Extracted records:
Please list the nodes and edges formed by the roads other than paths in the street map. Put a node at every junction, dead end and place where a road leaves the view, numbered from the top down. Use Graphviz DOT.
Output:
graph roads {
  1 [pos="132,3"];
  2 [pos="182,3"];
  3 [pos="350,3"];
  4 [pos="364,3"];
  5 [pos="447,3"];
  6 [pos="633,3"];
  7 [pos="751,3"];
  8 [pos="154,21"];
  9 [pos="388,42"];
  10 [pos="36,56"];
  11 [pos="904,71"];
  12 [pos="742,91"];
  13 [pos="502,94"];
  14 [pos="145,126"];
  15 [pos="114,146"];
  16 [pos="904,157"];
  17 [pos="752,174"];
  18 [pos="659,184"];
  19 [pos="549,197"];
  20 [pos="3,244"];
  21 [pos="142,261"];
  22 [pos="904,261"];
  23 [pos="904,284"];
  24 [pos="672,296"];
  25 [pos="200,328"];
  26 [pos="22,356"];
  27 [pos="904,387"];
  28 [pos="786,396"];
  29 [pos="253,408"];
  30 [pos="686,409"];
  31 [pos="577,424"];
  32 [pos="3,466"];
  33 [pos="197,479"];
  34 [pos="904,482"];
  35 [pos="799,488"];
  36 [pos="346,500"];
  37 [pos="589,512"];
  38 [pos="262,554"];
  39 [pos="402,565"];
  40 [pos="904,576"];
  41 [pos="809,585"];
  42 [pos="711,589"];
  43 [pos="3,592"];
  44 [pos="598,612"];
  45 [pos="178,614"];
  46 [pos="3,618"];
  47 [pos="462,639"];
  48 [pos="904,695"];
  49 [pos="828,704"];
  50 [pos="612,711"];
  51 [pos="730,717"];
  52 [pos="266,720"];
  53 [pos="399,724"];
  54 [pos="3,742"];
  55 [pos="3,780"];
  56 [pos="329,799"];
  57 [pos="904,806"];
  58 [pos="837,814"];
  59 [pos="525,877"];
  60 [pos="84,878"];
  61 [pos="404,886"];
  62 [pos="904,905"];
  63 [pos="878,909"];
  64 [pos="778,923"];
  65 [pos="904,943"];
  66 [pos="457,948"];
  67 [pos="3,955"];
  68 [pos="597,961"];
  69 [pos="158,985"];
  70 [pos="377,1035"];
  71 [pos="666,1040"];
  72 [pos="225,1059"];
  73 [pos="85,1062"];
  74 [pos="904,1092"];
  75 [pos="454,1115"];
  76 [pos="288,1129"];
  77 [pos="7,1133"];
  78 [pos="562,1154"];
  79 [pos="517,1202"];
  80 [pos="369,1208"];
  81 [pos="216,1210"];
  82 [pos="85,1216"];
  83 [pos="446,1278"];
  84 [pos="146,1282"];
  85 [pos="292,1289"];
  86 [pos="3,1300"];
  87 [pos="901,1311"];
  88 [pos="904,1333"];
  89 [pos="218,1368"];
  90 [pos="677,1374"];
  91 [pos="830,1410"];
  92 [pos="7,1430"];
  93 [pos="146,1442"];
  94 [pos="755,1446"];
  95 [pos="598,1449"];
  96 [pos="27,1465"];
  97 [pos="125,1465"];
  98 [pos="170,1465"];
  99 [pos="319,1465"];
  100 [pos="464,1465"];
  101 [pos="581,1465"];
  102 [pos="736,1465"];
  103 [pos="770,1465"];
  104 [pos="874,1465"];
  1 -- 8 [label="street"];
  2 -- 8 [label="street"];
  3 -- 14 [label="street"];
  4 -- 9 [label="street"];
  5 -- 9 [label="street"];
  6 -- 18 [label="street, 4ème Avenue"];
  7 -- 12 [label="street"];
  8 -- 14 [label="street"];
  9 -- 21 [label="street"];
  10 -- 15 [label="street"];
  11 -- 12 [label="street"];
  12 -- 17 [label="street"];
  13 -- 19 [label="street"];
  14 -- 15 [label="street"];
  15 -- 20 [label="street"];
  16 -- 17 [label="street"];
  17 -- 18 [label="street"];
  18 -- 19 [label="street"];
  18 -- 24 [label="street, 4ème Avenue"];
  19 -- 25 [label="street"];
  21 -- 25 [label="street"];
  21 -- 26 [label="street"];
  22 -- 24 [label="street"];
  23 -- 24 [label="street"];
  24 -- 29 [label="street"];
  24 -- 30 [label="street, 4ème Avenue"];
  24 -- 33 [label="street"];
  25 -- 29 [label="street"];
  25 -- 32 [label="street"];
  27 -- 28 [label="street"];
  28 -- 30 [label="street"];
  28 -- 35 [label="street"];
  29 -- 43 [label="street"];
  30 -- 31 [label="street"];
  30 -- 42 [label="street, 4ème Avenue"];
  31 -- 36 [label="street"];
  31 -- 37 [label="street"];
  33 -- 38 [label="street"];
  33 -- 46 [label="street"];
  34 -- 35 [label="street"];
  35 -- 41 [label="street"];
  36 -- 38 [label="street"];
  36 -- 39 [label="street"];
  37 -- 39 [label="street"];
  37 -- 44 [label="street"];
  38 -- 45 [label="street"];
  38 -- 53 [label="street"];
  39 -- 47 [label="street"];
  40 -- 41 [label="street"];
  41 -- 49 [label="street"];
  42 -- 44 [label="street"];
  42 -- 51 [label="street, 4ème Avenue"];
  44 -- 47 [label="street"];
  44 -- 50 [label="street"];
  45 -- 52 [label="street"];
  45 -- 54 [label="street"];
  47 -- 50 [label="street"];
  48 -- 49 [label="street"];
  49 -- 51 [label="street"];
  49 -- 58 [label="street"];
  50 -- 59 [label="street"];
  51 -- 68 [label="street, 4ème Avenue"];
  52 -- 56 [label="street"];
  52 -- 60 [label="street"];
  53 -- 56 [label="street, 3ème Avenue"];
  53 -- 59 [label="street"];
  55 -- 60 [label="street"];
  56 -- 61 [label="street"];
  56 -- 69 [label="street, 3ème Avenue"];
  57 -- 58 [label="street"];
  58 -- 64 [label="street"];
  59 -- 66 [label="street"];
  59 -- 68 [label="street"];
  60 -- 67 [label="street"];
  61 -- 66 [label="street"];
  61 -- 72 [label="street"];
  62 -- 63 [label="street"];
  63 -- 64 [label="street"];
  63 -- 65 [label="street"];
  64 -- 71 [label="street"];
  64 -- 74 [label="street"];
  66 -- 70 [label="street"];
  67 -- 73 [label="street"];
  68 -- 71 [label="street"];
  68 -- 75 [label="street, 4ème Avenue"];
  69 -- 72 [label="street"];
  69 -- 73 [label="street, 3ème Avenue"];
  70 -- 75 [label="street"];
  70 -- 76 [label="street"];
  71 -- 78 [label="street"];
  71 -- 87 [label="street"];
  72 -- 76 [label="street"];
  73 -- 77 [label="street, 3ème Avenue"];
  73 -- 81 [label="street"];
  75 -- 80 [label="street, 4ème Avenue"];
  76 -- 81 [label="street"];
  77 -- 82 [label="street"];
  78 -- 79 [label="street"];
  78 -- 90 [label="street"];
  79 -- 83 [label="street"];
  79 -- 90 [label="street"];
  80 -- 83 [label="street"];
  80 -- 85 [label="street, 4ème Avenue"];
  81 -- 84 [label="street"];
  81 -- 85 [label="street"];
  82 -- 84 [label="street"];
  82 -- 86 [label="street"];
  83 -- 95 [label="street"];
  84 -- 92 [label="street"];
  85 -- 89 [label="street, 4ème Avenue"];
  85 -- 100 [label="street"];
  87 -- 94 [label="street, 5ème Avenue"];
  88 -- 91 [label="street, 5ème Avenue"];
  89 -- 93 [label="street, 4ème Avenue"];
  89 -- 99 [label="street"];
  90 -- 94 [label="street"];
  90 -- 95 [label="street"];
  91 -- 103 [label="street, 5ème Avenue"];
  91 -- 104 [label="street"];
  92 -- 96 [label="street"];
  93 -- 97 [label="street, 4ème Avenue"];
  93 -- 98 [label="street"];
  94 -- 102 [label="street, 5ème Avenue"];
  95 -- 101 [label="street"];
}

▶ [Task requirements]
Each line of the entries holding the string "roads" should be found and copied.

▶ [Response box]
Please list the nodes and edges formed by the roads other than paths in the street map. Put a node at every junction, dead end and place where a road leaves the view, numbered from the top down. Use Graphviz DOT.
graph roads {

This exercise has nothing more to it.